Eric Corona, Biola University: Here in D.C., it is never proper to merely ride the escalator; you must expeditiously walk.  Escalators are not fast enough.

Jacob Fusek, Southeastern University: Opportunities are everywhere if you keep your eyes open!

Patricia Vazquez Topete, Fresno Pacific University: So far I think I have started to learn how to network at different events and how to reach out to people who have similar interests.

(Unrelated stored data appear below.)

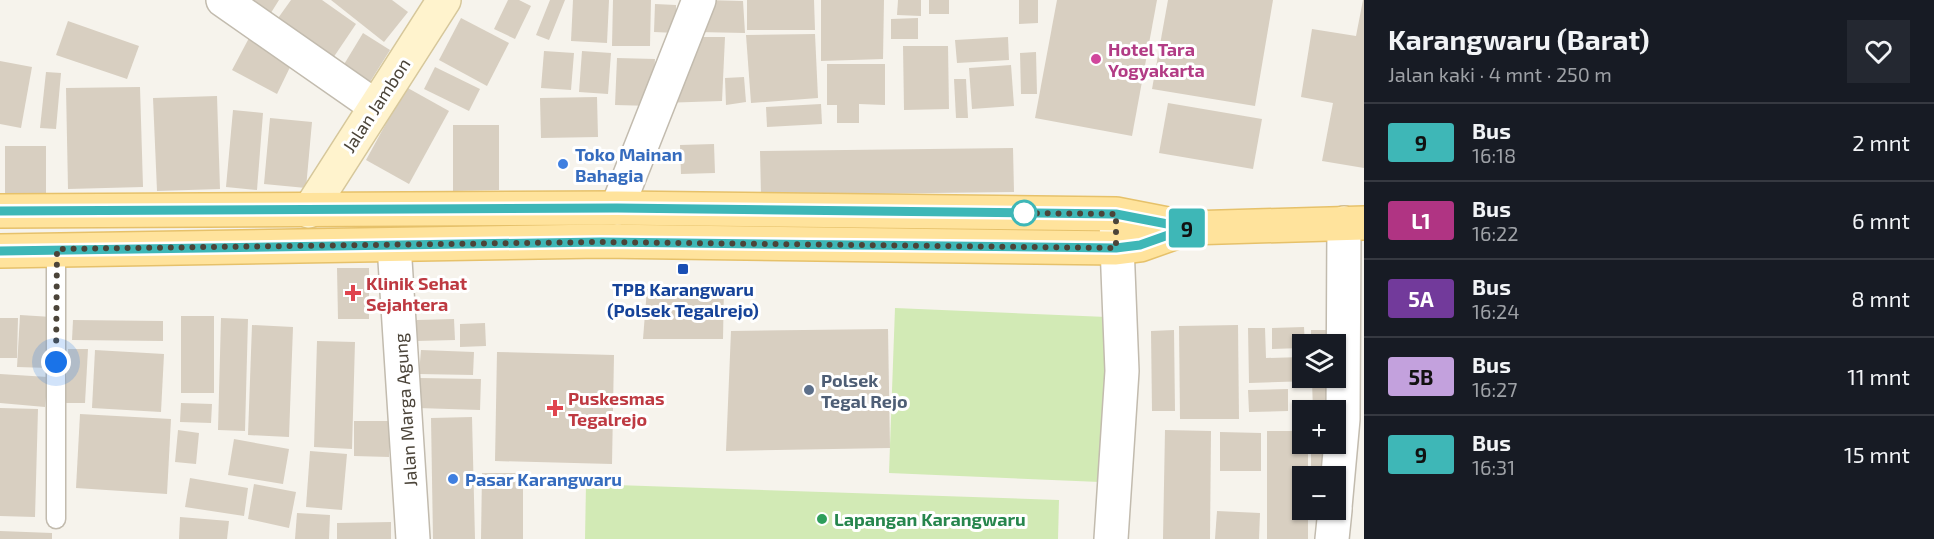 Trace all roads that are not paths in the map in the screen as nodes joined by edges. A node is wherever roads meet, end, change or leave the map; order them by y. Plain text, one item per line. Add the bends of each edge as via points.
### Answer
1 (223, 0) edge
2 (444, 0) edge
3 (699, 0) edge
4 (375, 106) junction
5 (617, 208) junction
6 (0, 211) edge
7 (309, 211) junction
8 (1116, 214) junction
9 (1354, 223) edge
10 (1188, 228) junction
11 (394, 245) junction
12 (1116, 248) junction
13 (57, 249) junction
14 (0, 251) edge
15 (1339, 466) edge
16 (56, 519) dead end
17 (1334, 520) edge
18 (413, 539) edge
19 (1111, 539) edge
20 (1332, 539) edge

1 - 4 street
2 - 4 main road, Jalan Jambon
3 - 5 street
4 - 7 main road, Jalan Jambon
5 - 7 main road
5 - 8 main road
6 - 7 main road
8 - 10 main road
8 - 12 street
9 - 10 main road
9 - 15 street
10 - 12 main road via 1140,245
11 - 12 main road via 601,242
11 - 13 main road
11 - 18 street, Jalan Marga Agung
12 - 19 street via 1122,371
13 - 14 main road
13 - 16 lane
17 - 20 street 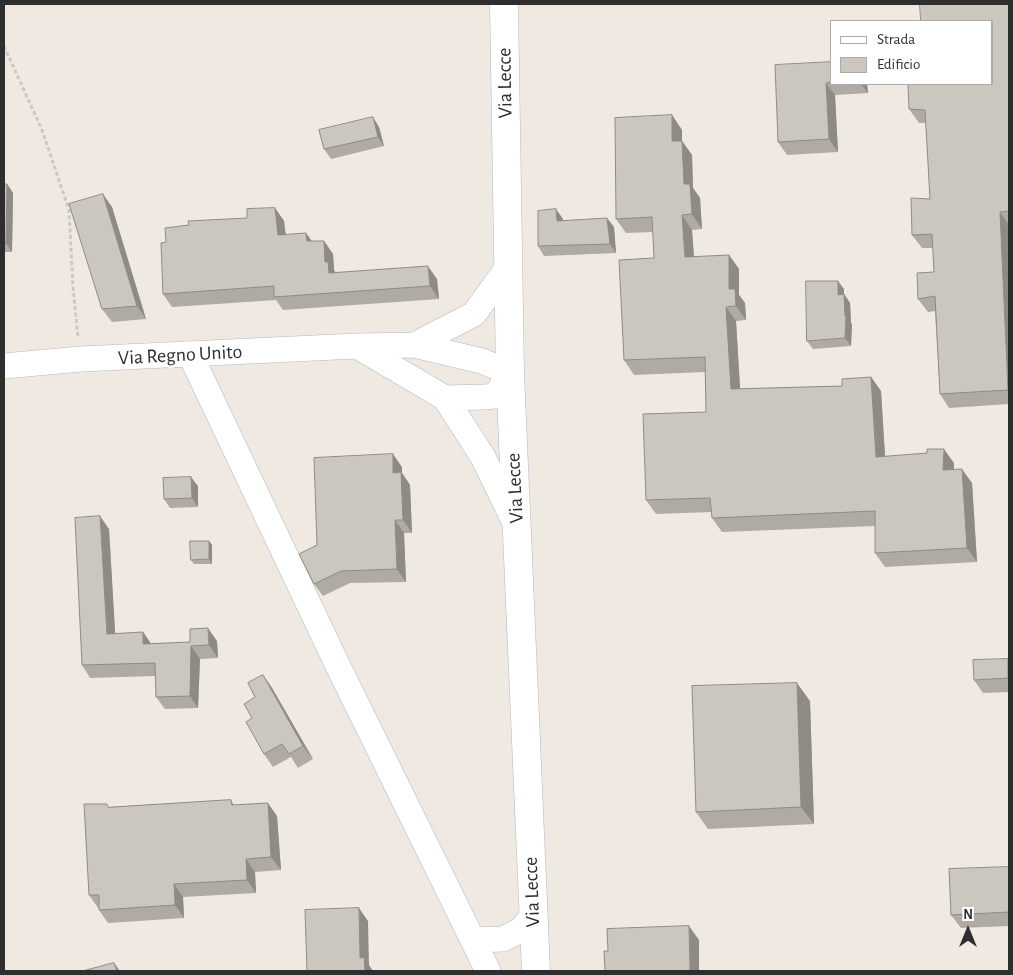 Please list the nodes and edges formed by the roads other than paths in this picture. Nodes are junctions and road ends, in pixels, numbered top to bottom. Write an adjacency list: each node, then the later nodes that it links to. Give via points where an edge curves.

Oscar Martinez is the author of The Beast (Spanish translation for The Immigrants that Don't Matter). On Wednesvday Feb.  12 he won the WOLA and Duke Human Rights Book Award. The Beast talks about the journey that immigrants take from Central America to the U.S. Mexican Border and the dangerous experiences they encounter. At the book award Martinez said that individuals from El Salvador don't just immigrate but they flee their country.

Salvadorean journalist Oscar Martinez receives the WOLA-Duke Human Rights Book Award at an event hosted by the Washington Office on Latin America, where ASPer Patricia Vazquez Topete is interning.  Mr. Martinez is the author of The Beast which chronicles the journey that immigrants take from Central America to the U.S.-Mexican Border and the dangerous experiences they encounter. {photo credit: Patricia Vazquez Topete}

Neakzaad Horriat, Biola University: Everyone is here for a purpose, and if you are here without a purpose, you cannot succeed.  But if you do have a purpose, you will flourish here.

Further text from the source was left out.